さて、ポジションが上位になるということは、マネージャのほうが何か高度なことをやっていそうですが、実際のところはどうでしょうか。
Web記事における役割の違い
まずはWebにある記事から、マネージャ/リーダーをどのように書いているか、"マネージャー 役割" 、"リーダー 役割" それぞれの検索上位3位の記事をもとに役割を比較してみました。

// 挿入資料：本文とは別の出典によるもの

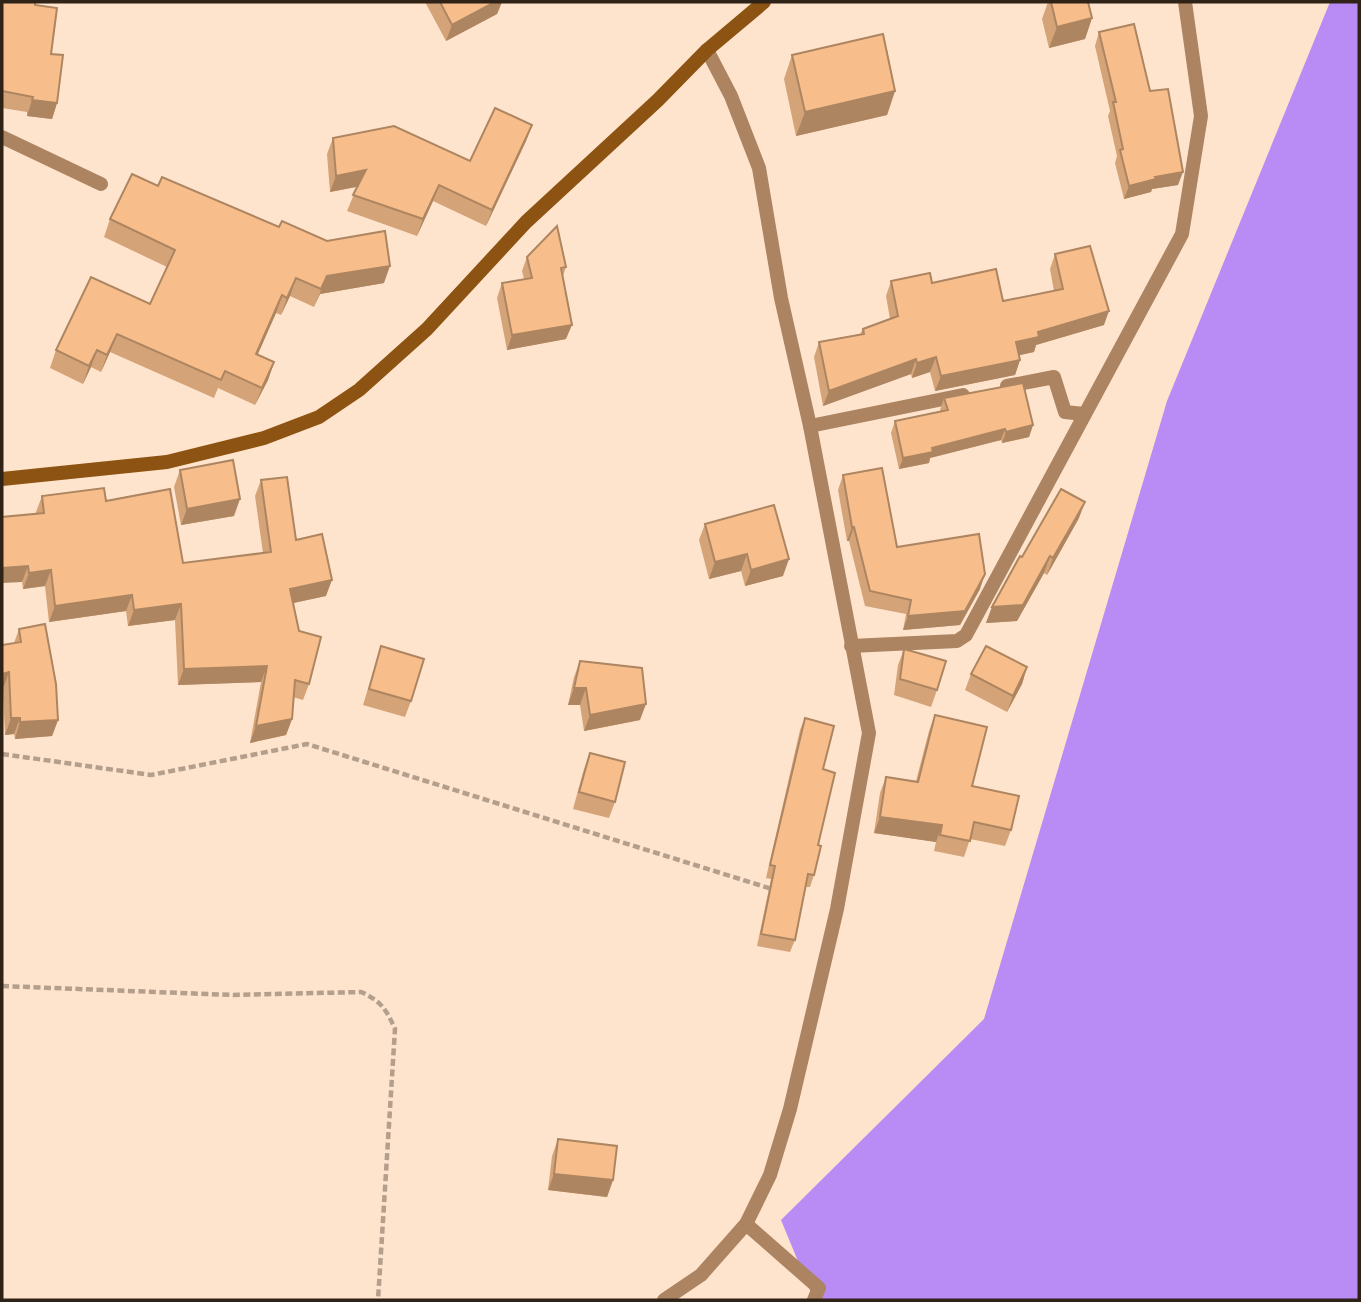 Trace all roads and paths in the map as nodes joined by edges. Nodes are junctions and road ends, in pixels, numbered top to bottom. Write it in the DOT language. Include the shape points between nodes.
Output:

"マネージャー 役割"の検索上位3位 | 役割 | "リーダー 役割"の検索上位3位 | 役割 |
---|---|---|---|
マネージャーの仕事とは? マネージャーが果たすべき3つの役割 │ Ritoriりとり |
- 方針を明確にする - 管理する - 評価する |
リーダーシップとは? リーダの役割と優秀なリーダーが持つ10の要素 | Senses |
- 目標を設定する - 組織の環境を整備する - 手本になる - メンバーが主体的に動くように働きかける |
「マネージャー」とは? 意味や求めれる役割・能力、心得から育成方法までご紹介 | BizHint(ビズヒント)- 事業の課題にヒントを届けるビジネスメディア |
- 組織の統括・管理 - 部下の育成・指導 - 組織の成果への責任 - 責任感のある意思決定 |
リーダーに求められる4つの役割とは | 社員研修・社員教育のリクルートマネジメントスクール |
- 方向性を示す - 組織を整える - エンパワーメントを進める - 模範となる |
マネジメントとは何か? 管理職が担うマネージャーの役割と仕事内容 | 社員研修・社員教育のリクルートマネジメントスクール |
- 部下の動機づけをする - 目標を設定する - 適切な指導を行う - 定期的に評価・フィードバックを行う |
リーダーにはトップの代わりにチームを管理する【4つの役割】がある | - チームを束ねる役割 - メンバーを育てる役割 - 業務を管理する役割 - 情報を連携する役割 |
......うーむ、マネージャもリーダーも同じような役割に見えますね。
ただでさえ、人手が不足する時代、 上位のマネージャとリーダーで 役割=やることに重複があると、とっっ (中略) っってもツラい ところです。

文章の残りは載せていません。